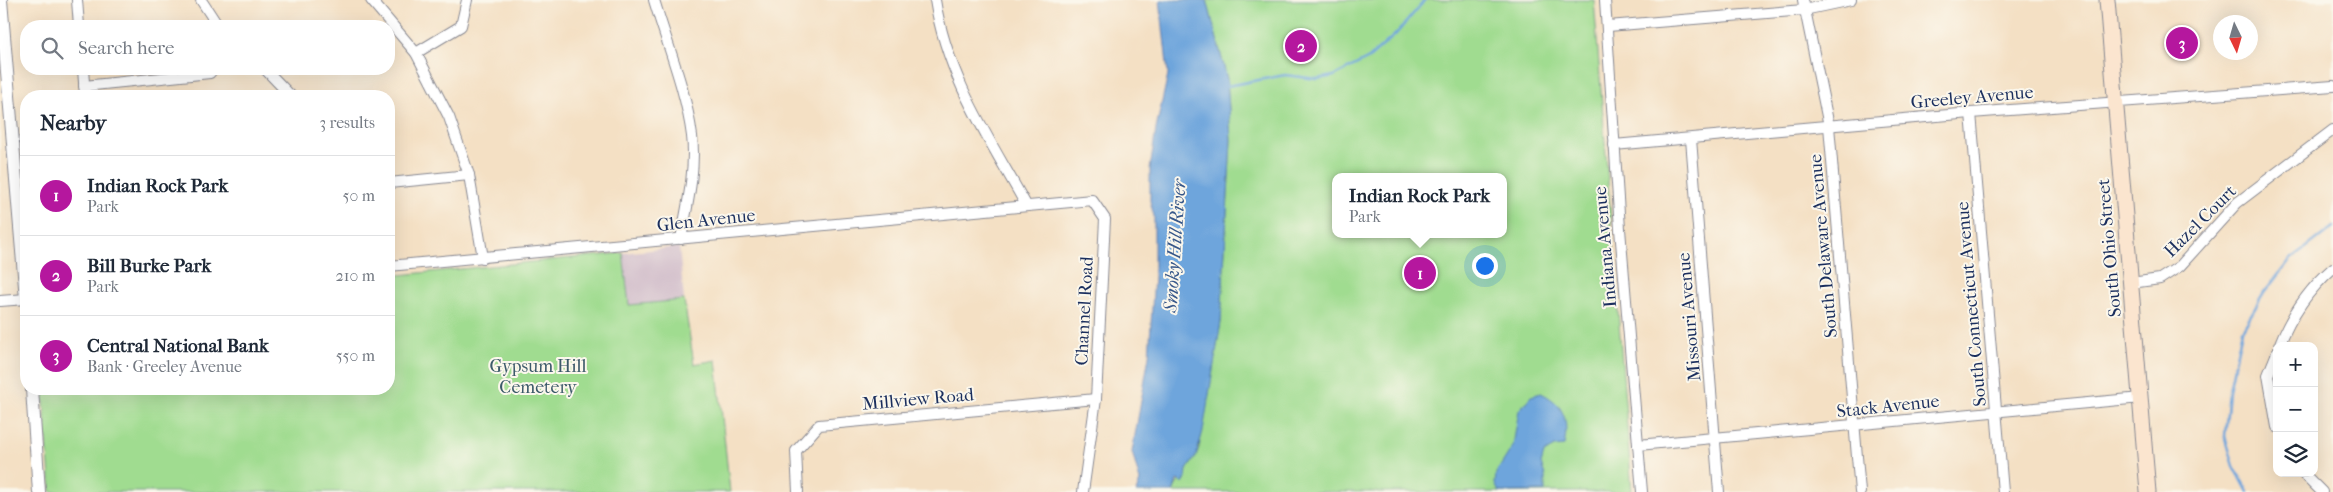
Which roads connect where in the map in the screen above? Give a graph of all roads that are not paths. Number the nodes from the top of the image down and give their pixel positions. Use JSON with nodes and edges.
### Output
{"nodes":[{"id":1,"x":1,"y":0,"type":"edge"},
{"id":2,"x":77,"y":0,"type":"edge"},
{"id":3,"x":201,"y":0,"type":"edge"},
{"id":4,"x":372,"y":0,"type":"edge"},
{"id":5,"x":467,"y":0,"type":"edge"},
{"id":6,"x":654,"y":0,"type":"edge"},
{"id":7,"x":935,"y":0,"type":"edge"},
{"id":8,"x":1605,"y":0,"type":"edge"},
{"id":9,"x":1851,"y":0,"type":"edge"},
{"id":10,"x":2107,"y":0,"type":"edge"},
{"id":11,"x":1804,"y":5,"type":"edge"},
{"id":12,"x":79,"y":20,"type":"edge"},
{"id":13,"x":214,"y":20,"type":"edge"},
{"id":14,"x":388,"y":20,"type":"edge"},
{"id":15,"x":1608,"y":26,"type":"junction"},
{"id":16,"x":395,"y":28,"type":"edge"},
{"id":17,"x":2,"y":34,"type":"edge"},
{"id":18,"x":416,"y":54,"type":"junction"},
{"id":19,"x":83,"y":75,"type":"edge"},
{"id":20,"x":196,"y":75,"type":"edge"},
{"id":21,"x":271,"y":75,"type":"edge"},
{"id":22,"x":2333,"y":86,"type":"edge"},
{"id":23,"x":84,"y":90,"type":"edge"},
{"id":24,"x":91,"y":90,"type":"edge"},
{"id":25,"x":285,"y":90,"type":"edge"},
{"id":26,"x":2116,"y":102,"type":"junction"},
{"id":27,"x":1971,"y":114,"type":"junction"},
{"id":28,"x":1829,"y":126,"type":"junction"},
{"id":29,"x":2333,"y":130,"type":"edge"},
{"id":30,"x":1690,"y":139,"type":"junction"},
{"id":31,"x":1614,"y":145,"type":"junction"},
{"id":32,"x":469,"y":175,"type":"junction"},
{"id":33,"x":395,"y":182,"type":"edge"},
{"id":34,"x":20,"y":199,"type":"edge"},
{"id":35,"x":1026,"y":205,"type":"junction"},
{"id":36,"x":681,"y":239,"type":"junction"},
{"id":37,"x":483,"y":258,"type":"junction"},
{"id":38,"x":395,"y":265,"type":"edge"},
{"id":39,"x":2333,"y":268,"type":"edge"},
{"id":40,"x":2131,"y":283,"type":"junction"},
{"id":41,"x":20,"y":300,"type":"edge"},
{"id":42,"x":0,"y":302,"type":"edge"},
{"id":43,"x":2280,"y":342,"type":"edge"},
{"id":44,"x":2273,"y":363,"type":"edge"},
{"id":45,"x":32,"y":395,"type":"edge"},
{"id":46,"x":1096,"y":398,"type":"junction"},
{"id":47,"x":2140,"y":398,"type":"junction"},
{"id":48,"x":2273,"y":404,"type":"edge"},
{"id":49,"x":1996,"y":412,"type":"junction"},
{"id":50,"x":1854,"y":426,"type":"junction"},
{"id":51,"x":1715,"y":438,"type":"junction"},
{"id":52,"x":1638,"y":445,"type":"junction"},
{"id":53,"x":2307,"y":477,"type":"edge"},
{"id":54,"x":38,"y":492,"type":"edge"},
{"id":55,"x":798,"y":492,"type":"edge"},
{"id":56,"x":1083,"y":492,"type":"edge"},
{"id":57,"x":1642,"y":492,"type":"edge"},
{"id":58,"x":1719,"y":492,"type":"edge"},
{"id":59,"x":1860,"y":492,"type":"edge"},
{"id":60,"x":2003,"y":492,"type":"edge"},
{"id":61,"x":2148,"y":492,"type":"edge"},
{"id":62,"x":2322,"y":492,"type":"edge"}],
"edges":[{"from":1,"to":17,"type":"street"},
{"from":2,"to":12,"type":"street"},
{"from":3,"to":13,"type":"street"},
{"from":4,"to":14,"type":"street"},
{"from":5,"to":18,"type":"street"},
{"from":6,"to":36,"type":"street"},
{"from":7,"to":35,"type":"street"},
{"from":8,"to":15,"type":"street","name":"Indiana Avenue"},
{"from":9,"to":11,"type":"street"},
{"from":10,"to":26,"type":"main road","name":"South Ohio Street"},
{"from":11,"to":15,"type":"street"},
{"from":11,"to":28,"type":"street","name":"South Delaware Avenue"},
{"from":15,"to":31,"type":"street","name":"Indiana Avenue"},
{"from":16,"to":18,"type":"street"},
{"from":17,"to":34,"type":"street"},
{"from":18,"to":32,"type":"street"},
{"from":19,"to":23,"type":"street"},
{"from":20,"to":24,"type":"street"},
{"from":21,"to":25,"type":"street"},
{"from":22,"to":26,"type":"street","name":"Greeley Avenue"},
{"from":26,"to":27,"type":"street","name":"Greeley Avenue"},
{"from":26,"to":40,"type":"main road","name":"South Ohio Street"},
{"from":27,"to":28,"type":"street","name":"Greeley Avenue"},
{"from":27,"to":49,"type":"street","name":"South Connecticut Avenue"},
{"from":28,"to":30,"type":"street","name":"Greeley Avenue"},
{"from":28,"to":50,"type":"street","name":"South Delaware Avenue"},
{"from":29,"to":40,"type":"street","name":"Hazel Court"},
{"from":30,"to":31,"type":"street","name":"Greeley Avenue"},
{"from":30,"to":51,"type":"street","name":"Missouri Avenue"},
{"from":31,"to":52,"type":"street","name":"Indiana Avenue"},
{"from":32,"to":33,"type":"street"},
{"from":32,"to":37,"type":"street"},
{"from":35,"to":36,"type":"street","name":"Glen Avenue"},
{"from":35,"to":46,"type":"street","name":"Channel Road"},
{"from":36,"to":37,"type":"street","name":"Glen Avenue"},
{"from":37,"to":38,"type":"street","name":"Glen Avenue"},
{"from":39,"to":43,"type":"street"},
{"from":40,"to":47,"type":"main road","name":"South Ohio Street"},
{"from":41,"to":42,"type":"street"},
{"from":44,"to":48,"type":"street"},
{"from":45,"to":54,"type":"street"},
{"from":46,"to":55,"type":"street","name":"Millview Road"},
{"from":46,"to":56,"type":"street","name":"Channel Road"},
{"from":47,"to":49,"type":"street","name":"Stack Avenue"},
{"from":47,"to":61,"type":"main road","name":"South Ohio Street"},
{"from":49,"to":50,"type":"street","name":"Stack Avenue"},
{"from":49,"to":60,"type":"street","name":"South Connecticut Avenue"},
{"from":50,"to":51,"type":"street","name":"Stack Avenue"},
{"from":50,"to":59,"type":"street","name":"South Delaware Avenue"},
{"from":51,"to":52,"type":"street","name":"Stack Avenue"},
{"from":51,"to":58,"type":"street","name":"Missouri Avenue"},
{"from":52,"to":57,"type":"street","name":"Indiana Avenue"},
{"from":53,"to":62,"type":"street"}]}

# # # # #

(ACTION ITEM) Write out the data above in full and exactly, but without the pictures.

(ANSWER BELOW)
Which roads connect where in the map in the screen above? Give a graph of all roads that are not paths. Number the nodes from the top of the image down and give their pixel positions. Use JSON with nodes and edges.
### Output
{"nodes":[{"id":1,"x":1,"y":0,"type":"edge"},
{"id":2,"x":77,"y":0,"type":"edge"},
{"id":3,"x":201,"y":0,"type":"edge"},
{"id":4,"x":372,"y":0,"type":"edge"},
{"id":5,"x":467,"y":0,"type":"edge"},
{"id":6,"x":654,"y":0,"type":"edge"},
{"id":7,"x":935,"y":0,"type":"edge"},
{"id":8,"x":1605,"y":0,"type":"edge"},
{"id":9,"x":1851,"y":0,"type":"edge"},
{"id":10,"x":2107,"y":0,"type":"edge"},
{"id":11,"x":1804,"y":5,"type":"edge"},
{"id":12,"x":79,"y":20,"type":"edge"},
{"id":13,"x":214,"y":20,"type":"edge"},
{"id":14,"x":388,"y":20,"type":"edge"},
{"id":15,"x":1608,"y":26,"type":"junction"},
{"id":16,"x":395,"y":28,"type":"edge"},
{"id":17,"x":2,"y":34,"type":"edge"},
{"id":18,"x":416,"y":54,"type":"junction"},
{"id":19,"x":83,"y":75,"type":"edge"},
{"id":20,"x":196,"y":75,"type":"edge"},
{"id":21,"x":271,"y":75,"type":"edge"},
{"id":22,"x":2333,"y":86,"type":"edge"},
{"id":23,"x":84,"y":90,"type":"edge"},
{"id":24,"x":91,"y":90,"type":"edge"},
{"id":25,"x":285,"y":90,"type":"edge"},
{"id":26,"x":2116,"y":102,"type":"junction"},
{"id":27,"x":1971,"y":114,"type":"junction"},
{"id":28,"x":1829,"y":126,"type":"junction"},
{"id":29,"x":2333,"y":130,"type":"edge"},
{"id":30,"x":1690,"y":139,"type":"junction"},
{"id":31,"x":1614,"y":145,"type":"junction"},
{"id":32,"x":469,"y":175,"type":"junction"},
{"id":33,"x":395,"y":182,"type":"edge"},
{"id":34,"x":20,"y":199,"type":"edge"},
{"id":35,"x":1026,"y":205,"type":"junction"},
{"id":36,"x":681,"y":239,"type":"junction"},
{"id":37,"x":483,"y":258,"type":"junction"},
{"id":38,"x":395,"y":265,"type":"edge"},
{"id":39,"x":2333,"y":268,"type":"edge"},
{"id":40,"x":2131,"y":283,"type":"junction"},
{"id":41,"x":20,"y":300,"type":"edge"},
{"id":42,"x":0,"y":302,"type":"edge"},
{"id":43,"x":2280,"y":342,"type":"edge"},
{"id":44,"x":2273,"y":363,"type":"edge"},
{"id":45,"x":32,"y":395,"type":"edge"},
{"id":46,"x":1096,"y":398,"type":"junction"},
{"id":47,"x":2140,"y":398,"type":"junction"},
{"id":48,"x":2273,"y":404,"type":"edge"},
{"id":49,"x":1996,"y":412,"type":"junction"},
{"id":50,"x":1854,"y":426,"type":"junction"},
{"id":51,"x":1715,"y":438,"type":"junction"},
{"id":52,"x":1638,"y":445,"type":"junction"},
{"id":53,"x":2307,"y":477,"type":"edge"},
{"id":54,"x":38,"y":492,"type":"edge"},
{"id":55,"x":798,"y":492,"type":"edge"},
{"id":56,"x":1083,"y":492,"type":"edge"},
{"id":57,"x":1642,"y":492,"type":"edge"},
{"id":58,"x":1719,"y":492,"type":"edge"},
{"id":59,"x":1860,"y":492,"type":"edge"},
{"id":60,"x":2003,"y":492,"type":"edge"},
{"id":61,"x":2148,"y":492,"type":"edge"},
{"id":62,"x":2322,"y":492,"type":"edge"}],
"edges":[{"from":1,"to":17,"type":"street"},
{"from":2,"to":12,"type":"street"},
{"from":3,"to":13,"type":"street"},
{"from":4,"to":14,"type":"street"},
{"from":5,"to":18,"type":"street"},
{"from":6,"to":36,"type":"street"},
{"from":7,"to":35,"type":"street"},
{"from":8,"to":15,"type":"street","name":"Indiana Avenue"},
{"from":9,"to":11,"type":"street"},
{"from":10,"to":26,"type":"main road","name":"South Ohio Street"},
{"from":11,"to":15,"type":"street"},
{"from":11,"to":28,"type":"street","name":"South Delaware Avenue"},
{"from":15,"to":31,"type":"street","name":"Indiana Avenue"},
{"from":16,"to":18,"type":"street"},
{"from":17,"to":34,"type":"street"},
{"from":18,"to":32,"type":"street"},
{"from":19,"to":23,"type":"street"},
{"from":20,"to":24,"type":"street"},
{"from":21,"to":25,"type":"street"},
{"from":22,"to":26,"type":"street","name":"Greeley Avenue"},
{"from":26,"to":27,"type":"street","name":"Greeley Avenue"},
{"from":26,"to":40,"type":"main road","name":"South Ohio Street"},
{"from":27,"to":28,"type":"street","name":"Greeley Avenue"},
{"from":27,"to":49,"type":"street","name":"South Connecticut Avenue"},
{"from":28,"to":30,"type":"street","name":"Greeley Avenue"},
{"from":28,"to":50,"type":"street","name":"South Delaware Avenue"},
{"from":29,"to":40,"type":"street","name":"Hazel Court"},
{"from":30,"to":31,"type":"street","name":"Greeley Avenue"},
{"from":30,"to":51,"type":"street","name":"Missouri Avenue"},
{"from":31,"to":52,"type":"street","name":"Indiana Avenue"},
{"from":32,"to":33,"type":"street"},
{"from":32,"to":37,"type":"street"},
{"from":35,"to":36,"type":"street","name":"Glen Avenue"},
{"from":35,"to":46,"type":"street","name":"Channel Road"},
{"from":36,"to":37,"type":"street","name":"Glen Avenue"},
{"from":37,"to":38,"type":"street","name":"Glen Avenue"},
{"from":39,"to":43,"type":"street"},
{"from":40,"to":47,"type":"main road","name":"South Ohio Street"},
{"from":41,"to":42,"type":"street"},
{"from":44,"to":48,"type":"street"},
{"from":45,"to":54,"type":"street"},
{"from":46,"to":55,"type":"street","name":"Millview Road"},
{"from":46,"to":56,"type":"street","name":"Channel Road"},
{"from":47,"to":49,"type":"street","name":"Stack Avenue"},
{"from":47,"to":61,"type":"main road","name":"South Ohio Street"},
{"from":49,"to":50,"type":"street","name":"Stack Avenue"},
{"from":49,"to":60,"type":"street","name":"South Connecticut Avenue"},
{"from":50,"to":51,"type":"street","name":"Stack Avenue"},
{"from":50,"to":59,"type":"street","name":"South Delaware Avenue"},
{"from":51,"to":52,"type":"street","name":"Stack Avenue"},
{"from":51,"to":58,"type":"street","name":"Missouri Avenue"},
{"from":52,"to":57,"type":"street","name":"Indiana Avenue"},
{"from":53,"to":62,"type":"street"}]}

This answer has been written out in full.